The scope and quality of the Medicare 100% linked Part A, B, and D data from CMS provide a unique setting to facilitate research on a major medical condition in the Medicare population. We recognize that they do have significant limitations that restrict their direct clinical application [8, 9]. First, these data are at risk of selection bias and confounding by indication given that sipuleucel-T is approved for individuals with no to minimal symptoms without visceral metastases. By use of the multivariable modeling approach, we tested variables available for inclusion in the model and included significant ones. Second, the Medicare dataset lacks clinical information including factors known to be associated with survival (e.g., Eastern Cooperative Oncology Group performance status, lactate dehydrogenase, albumin, hemoglobin, prostate-specific antigen, and alkaline phosphatase) preventing us from being able to control for them [39]. Third, misclassification bias could also be present in an administrative claims database of this magnitude.

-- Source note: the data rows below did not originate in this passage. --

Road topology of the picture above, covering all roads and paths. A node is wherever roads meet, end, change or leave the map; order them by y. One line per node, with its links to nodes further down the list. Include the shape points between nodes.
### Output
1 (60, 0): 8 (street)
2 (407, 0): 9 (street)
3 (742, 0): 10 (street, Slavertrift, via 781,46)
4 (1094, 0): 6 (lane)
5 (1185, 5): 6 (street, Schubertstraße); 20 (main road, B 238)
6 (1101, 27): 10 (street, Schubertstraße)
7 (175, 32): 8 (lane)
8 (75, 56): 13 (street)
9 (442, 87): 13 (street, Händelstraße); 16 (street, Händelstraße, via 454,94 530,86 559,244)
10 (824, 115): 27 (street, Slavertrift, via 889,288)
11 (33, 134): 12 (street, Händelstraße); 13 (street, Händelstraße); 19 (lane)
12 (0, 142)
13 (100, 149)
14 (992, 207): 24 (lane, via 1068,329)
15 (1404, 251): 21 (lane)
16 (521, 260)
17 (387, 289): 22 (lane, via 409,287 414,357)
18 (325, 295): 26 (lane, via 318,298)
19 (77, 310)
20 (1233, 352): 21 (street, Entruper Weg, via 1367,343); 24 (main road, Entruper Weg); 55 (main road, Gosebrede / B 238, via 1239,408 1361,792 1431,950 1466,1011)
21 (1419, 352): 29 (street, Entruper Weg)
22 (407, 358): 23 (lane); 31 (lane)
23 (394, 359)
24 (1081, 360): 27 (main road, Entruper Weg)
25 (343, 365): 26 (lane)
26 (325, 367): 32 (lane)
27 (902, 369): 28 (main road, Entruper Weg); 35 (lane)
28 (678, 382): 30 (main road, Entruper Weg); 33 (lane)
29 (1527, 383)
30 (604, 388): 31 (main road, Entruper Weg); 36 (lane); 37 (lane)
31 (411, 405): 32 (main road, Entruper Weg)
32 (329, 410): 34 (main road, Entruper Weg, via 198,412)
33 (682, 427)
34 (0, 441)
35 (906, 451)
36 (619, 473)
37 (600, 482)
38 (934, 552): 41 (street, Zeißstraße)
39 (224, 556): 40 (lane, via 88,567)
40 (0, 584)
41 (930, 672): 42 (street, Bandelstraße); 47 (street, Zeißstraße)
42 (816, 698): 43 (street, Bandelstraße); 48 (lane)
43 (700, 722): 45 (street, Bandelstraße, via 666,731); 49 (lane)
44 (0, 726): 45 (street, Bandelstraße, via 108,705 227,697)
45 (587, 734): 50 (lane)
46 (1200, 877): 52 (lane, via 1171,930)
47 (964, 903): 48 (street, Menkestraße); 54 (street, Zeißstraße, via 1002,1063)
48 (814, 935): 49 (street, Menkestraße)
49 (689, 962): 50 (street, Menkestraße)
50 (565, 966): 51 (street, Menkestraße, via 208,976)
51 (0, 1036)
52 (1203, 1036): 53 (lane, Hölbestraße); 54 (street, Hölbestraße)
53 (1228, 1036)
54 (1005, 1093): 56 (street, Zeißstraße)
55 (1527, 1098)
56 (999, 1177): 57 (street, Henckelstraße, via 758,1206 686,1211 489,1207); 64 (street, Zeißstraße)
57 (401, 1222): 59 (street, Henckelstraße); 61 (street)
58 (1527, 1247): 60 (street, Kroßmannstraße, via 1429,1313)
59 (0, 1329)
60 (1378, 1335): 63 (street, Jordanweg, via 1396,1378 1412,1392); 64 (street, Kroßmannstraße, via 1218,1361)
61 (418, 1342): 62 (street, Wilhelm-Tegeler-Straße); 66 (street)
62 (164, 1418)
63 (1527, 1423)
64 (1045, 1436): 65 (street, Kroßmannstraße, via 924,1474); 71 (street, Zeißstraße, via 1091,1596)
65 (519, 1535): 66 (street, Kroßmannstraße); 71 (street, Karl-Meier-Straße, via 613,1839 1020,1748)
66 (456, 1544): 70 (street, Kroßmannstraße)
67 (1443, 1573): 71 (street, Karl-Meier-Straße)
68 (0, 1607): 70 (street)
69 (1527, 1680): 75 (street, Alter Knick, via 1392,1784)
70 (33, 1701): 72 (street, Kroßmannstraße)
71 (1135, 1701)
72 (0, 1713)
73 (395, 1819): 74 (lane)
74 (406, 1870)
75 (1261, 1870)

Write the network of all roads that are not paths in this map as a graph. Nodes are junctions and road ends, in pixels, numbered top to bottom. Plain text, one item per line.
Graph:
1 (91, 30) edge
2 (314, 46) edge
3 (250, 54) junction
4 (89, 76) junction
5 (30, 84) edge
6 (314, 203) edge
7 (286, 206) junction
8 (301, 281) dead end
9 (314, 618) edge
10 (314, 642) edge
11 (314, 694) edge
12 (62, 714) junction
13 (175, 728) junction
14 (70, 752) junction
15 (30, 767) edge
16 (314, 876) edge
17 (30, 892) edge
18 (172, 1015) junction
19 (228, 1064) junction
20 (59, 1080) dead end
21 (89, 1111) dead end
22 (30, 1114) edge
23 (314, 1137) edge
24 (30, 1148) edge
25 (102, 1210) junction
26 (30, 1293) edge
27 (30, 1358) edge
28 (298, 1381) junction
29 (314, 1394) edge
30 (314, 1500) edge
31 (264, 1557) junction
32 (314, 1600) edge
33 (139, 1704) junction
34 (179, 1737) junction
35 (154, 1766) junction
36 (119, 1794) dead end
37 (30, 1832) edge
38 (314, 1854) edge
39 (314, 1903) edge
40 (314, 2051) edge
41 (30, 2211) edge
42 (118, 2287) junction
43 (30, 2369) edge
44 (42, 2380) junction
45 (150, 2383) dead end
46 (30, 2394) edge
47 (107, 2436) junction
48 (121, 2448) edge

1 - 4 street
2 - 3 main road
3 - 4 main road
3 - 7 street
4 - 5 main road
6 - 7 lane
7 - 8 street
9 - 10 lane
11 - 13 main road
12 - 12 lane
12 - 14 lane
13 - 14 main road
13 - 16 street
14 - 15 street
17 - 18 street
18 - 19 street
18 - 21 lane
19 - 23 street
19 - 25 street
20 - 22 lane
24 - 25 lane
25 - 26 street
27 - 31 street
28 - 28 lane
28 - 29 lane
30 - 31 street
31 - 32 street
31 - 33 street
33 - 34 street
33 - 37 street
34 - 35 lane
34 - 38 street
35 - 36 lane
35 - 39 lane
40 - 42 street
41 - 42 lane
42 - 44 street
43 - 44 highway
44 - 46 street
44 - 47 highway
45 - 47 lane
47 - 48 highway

Treating physicians must provide detailed and specific prior authorization factors to certify that the patient matches the labeled indication to obtain reimbursement for a Part-B drug (i.e., sipuleucel-T). This differs substantially from what is required to prescribe a Part-D drug like abiraterone or enzalutamide, which generally has fewer coding requirements to gain approval for use as treatment. As such, not all diagnostic coding fields need to be completed to prescribe Part-D drugs, potentially leading to an underreporting of metastatic status and other relevant covariates, such as sites of metastases. Unfortunately, this level of misclassification bias is outside our ability to control for in the regression modeling. Fifth, claims datasets such as this do not include safety assessments, aside from indirect ones based on claims, precluding their use in assessing safety. Finally, as this dataset predominately includes those 65 years and older, the outcomes observed may not be generalizable to younger patients. These limitations do not preclude the usefulness of these data, but they do indicate the importance of placing the study in the context of the available literature [10, 31].

Conclusion

The Medicare 100% dataset provides a unique opportunity to assess the real-world benefits of the standard drugs in our mCRPC arsenal. We demonstrate that the benefits of sipuleucel-T, which were first described a decade ago, still persist in the modern era of new treatments resulting in a median OS of 36 months regardless of line of use. After controlling for confounders such as baseline differences between groups by using a multivariable analysis, survival after sipuleucel-T treatment was significantly longer than that observed after ASPI treatment. Even given the potential limitations associated with claims analyses, such as selection bias and confounding by indication, this research provides important insights into real-world treatment outcomes and is complementary with other recently published real-world evidence analyses from other data sources [10, 31, 38]. In summary, this analysis provides important and hypothesis-generating information on the treatment of mCRPC that should be validated to contextualize these results for clinical application.